The schism is significant because developing countries, with their nearly unbounded enthusiasm for personal technology, represent about a 6-fold greater population overall and about a two-fold greater online population. (And almost all future growth is expected in developing nations.) Meanwhile, developed nations, with their growing concerns about technology, are encouraging technology companies to make products that don’t just work but work for them – delivering productivity and efficiency but also protecting the standards and values they love.

The Privacy Challenge. If there is one persistent concern about personal technology that nearly everybody expresses, it is privacy. In eleven of the twelve countries surveyed, with India the only exception, respondents say that technology’s effect on privacy was mostly negative.


Majorities of respondents in every country but India and Indonesia say current legal protections for users of personal technology are insufficient, and only in those two countries do most respondents feel fully aware of the types of personal information collected about them.

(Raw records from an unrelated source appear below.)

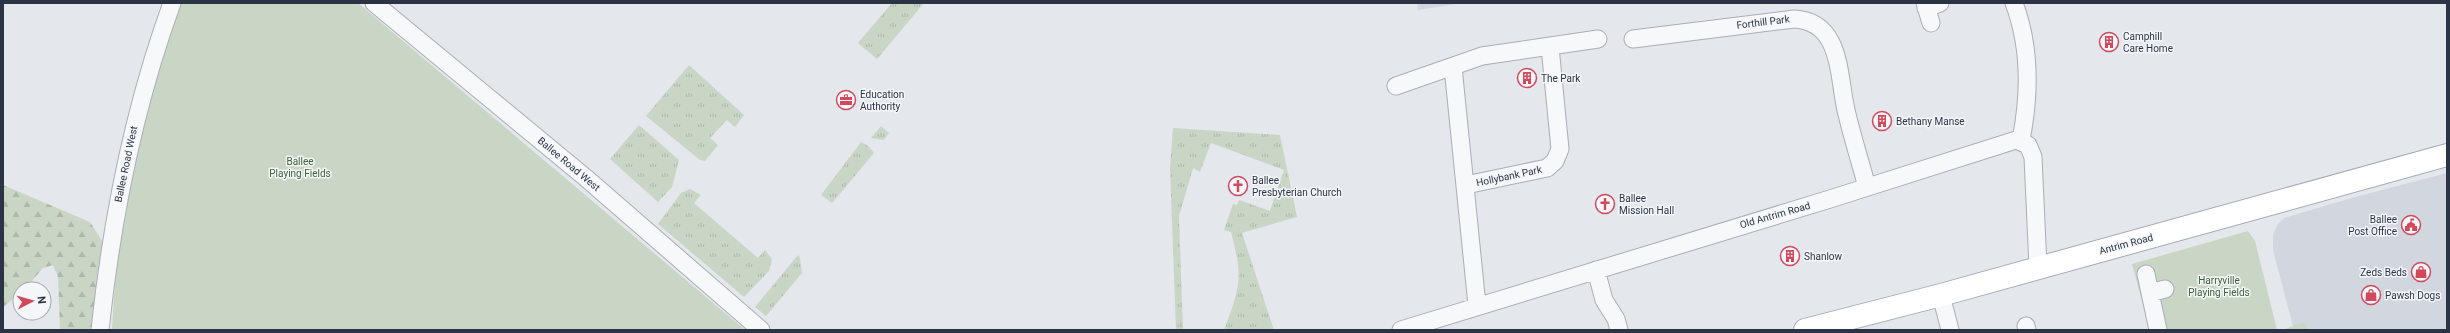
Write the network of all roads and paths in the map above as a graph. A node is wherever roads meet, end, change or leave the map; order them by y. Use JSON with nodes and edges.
{"nodes":[{"id":1,"x":172,"y":3,"type":"edge"},
{"id":2,"x":2014,"y":3,"type":"edge"},
{"id":3,"x":378,"y":4,"type":"edge"},
{"id":4,"x":1633,"y":38,"type":"dead end"},
{"id":5,"x":1598,"y":39,"type":"dead end"},
{"id":6,"x":1550,"y":47,"type":"junction"},
{"id":7,"x":1452,"y":67,"type":"junction"},
{"id":8,"x":1396,"y":86,"type":"dead end"},
{"id":9,"x":2021,"y":140,"type":"junction"},
{"id":10,"x":2447,"y":155,"type":"edge"},
{"id":11,"x":1466,"y":185,"type":"junction"},
{"id":12,"x":1867,"y":187,"type":"junction"},
{"id":13,"x":2038,"y":268,"type":"junction"},
{"id":14,"x":1596,"y":270,"type":"junction"},
{"id":15,"x":2146,"y":274,"type":"dead end"},
{"id":16,"x":1941,"y":295,"type":"junction"},
{"id":17,"x":1477,"y":305,"type":"junction"},
{"id":18,"x":100,"y":330,"type":"edge"},
{"id":19,"x":761,"y":330,"type":"edge"},
{"id":20,"x":1401,"y":330,"type":"edge"},
{"id":21,"x":1619,"y":330,"type":"edge"},
{"id":22,"x":1805,"y":330,"type":"edge"},
{"id":23,"x":1950,"y":330,"type":"edge"},
{"id":24,"x":2158,"y":330,"type":"edge"}],
"edges":[{"from":1,"to":18,"type":"street","name":"Ballee Road West"},
{"from":2,"to":9,"type":"street"},
{"from":3,"to":19,"type":"street","name":"Ballee Road West"},
{"from":4,"to":12,"type":"street","name":"Forthill Park"},
{"from":5,"to":6,"type":"street"},
{"from":6,"to":7,"type":"street"},
{"from":6,"to":11,"type":"street","name":"Hollybank Park"},
{"from":7,"to":8,"type":"street"},
{"from":7,"to":11,"type":"street","name":"Hollybank Park"},
{"from":9,"to":12,"type":"street","name":"Old Antrim Road"},
{"from":9,"to":13,"type":"street"},
{"from":10,"to":13,"type":"main road","name":"Antrim Road"},
{"from":11,"to":17,"type":"street","name":"Hollybank Park"},
{"from":12,"to":14,"type":"street","name":"Old Antrim Road"},
{"from":13,"to":16,"type":"main road","name":"Antrim Road"},
{"from":14,"to":17,"type":"street","name":"Old Antrim Road"},
{"from":14,"to":21,"type":"street"},
{"from":15,"to":24,"type":"street"},
{"from":16,"to":22,"type":"main road","name":"Antrim Road"},
{"from":16,"to":23,"type":"street"},
{"from":17,"to":20,"type":"street","name":"Old Antrim Road"}]}
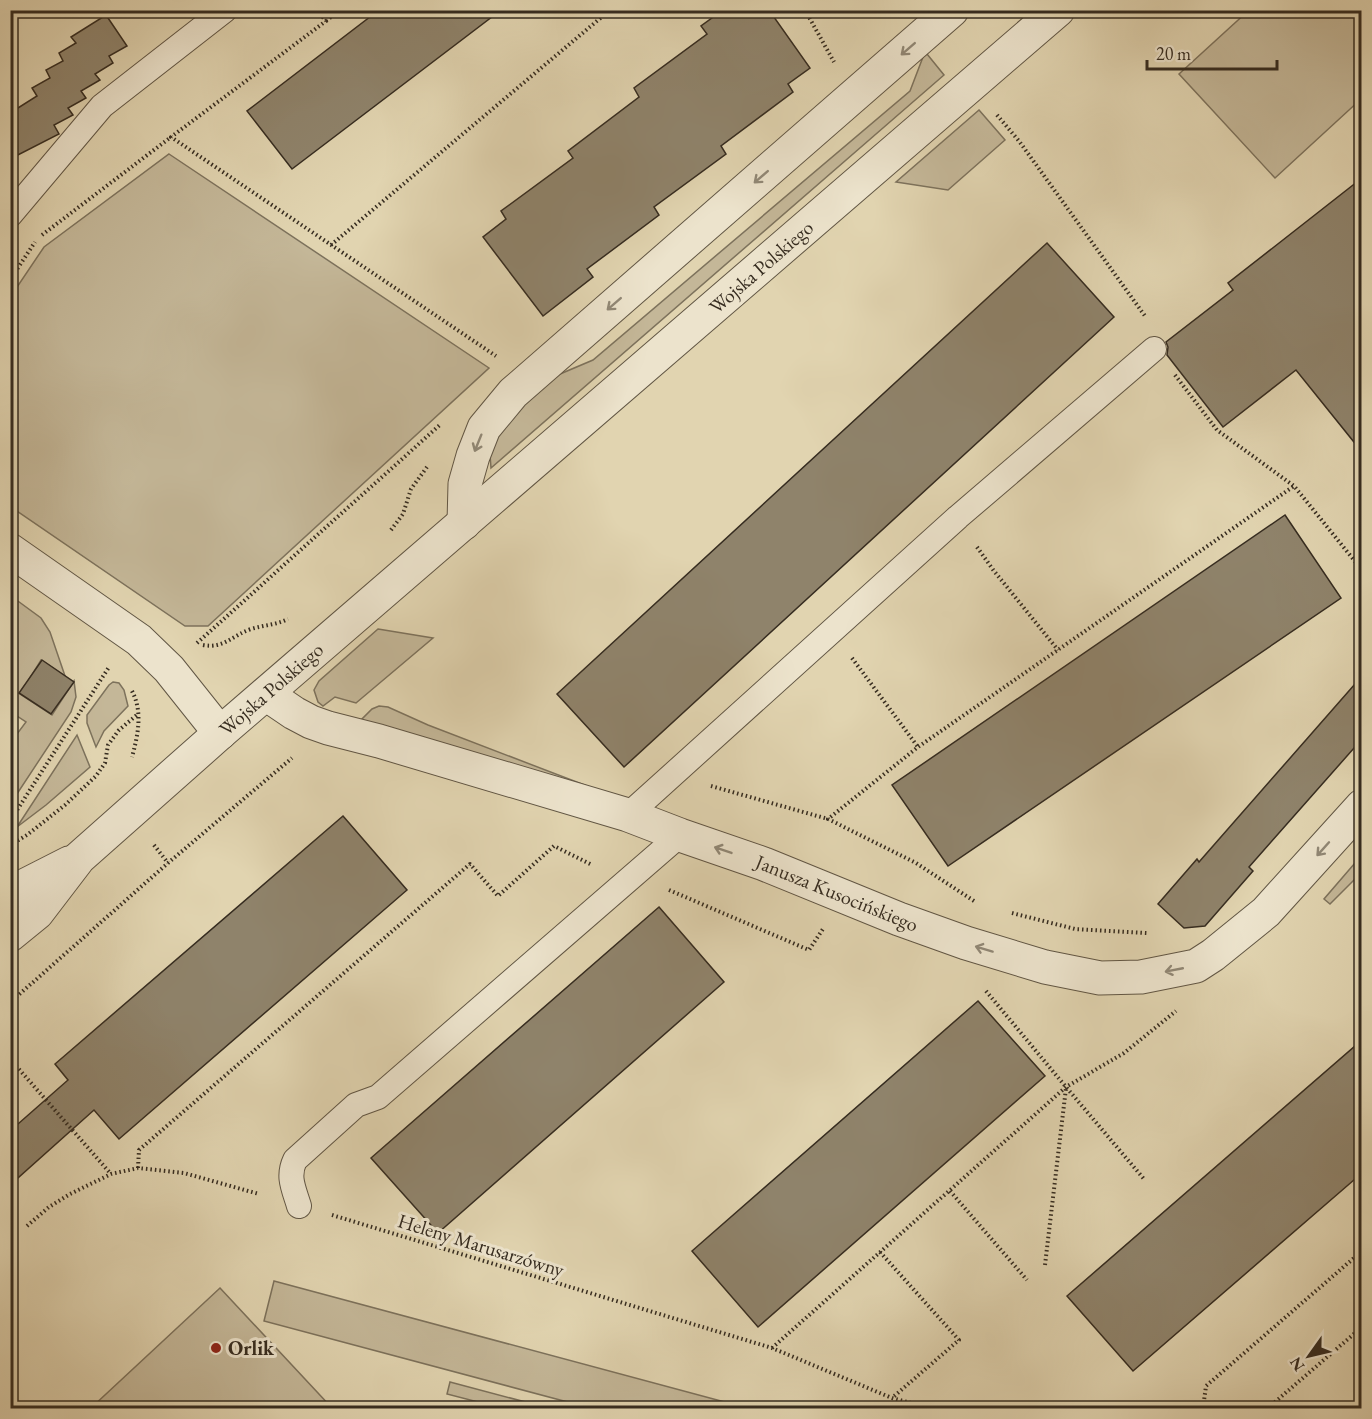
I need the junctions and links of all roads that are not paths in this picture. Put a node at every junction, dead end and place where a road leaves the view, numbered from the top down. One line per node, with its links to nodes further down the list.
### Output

Majorities of respondents in both developed and developing countries think that the legal rights of Internet users should be governed by the local laws of the country where the users live; that if a foreign government wants information about a person stored in a datacenter in that person’s country, they should have to seek permission from the person, not just the government; that police officers should have to get a search warrant to search for personal information on PCs; and that personal information stored in the cloud should be subject to at least the same privacy protections as personal information stored on paper.

It’s a note of caution to everyone in both technology and government: ignoring citizens’ privacy anywhere can cause peril everywhere. I encourage you to read the full survey, entitled “Views from Around the Globe: 2nd Annual Poll on How Personal Technology is Changing our Lives” by clicking here. The survey encompasses the views of 12,002 Internet users in the U.S., China, India, Brazil, Indonesia, South Africa, South Korea, Russia, Germany, Turkey, Japan and France, and was taken between December 17, 2014 and January 1, 2015 by the global research-based consultancy Penn Schoen Berland.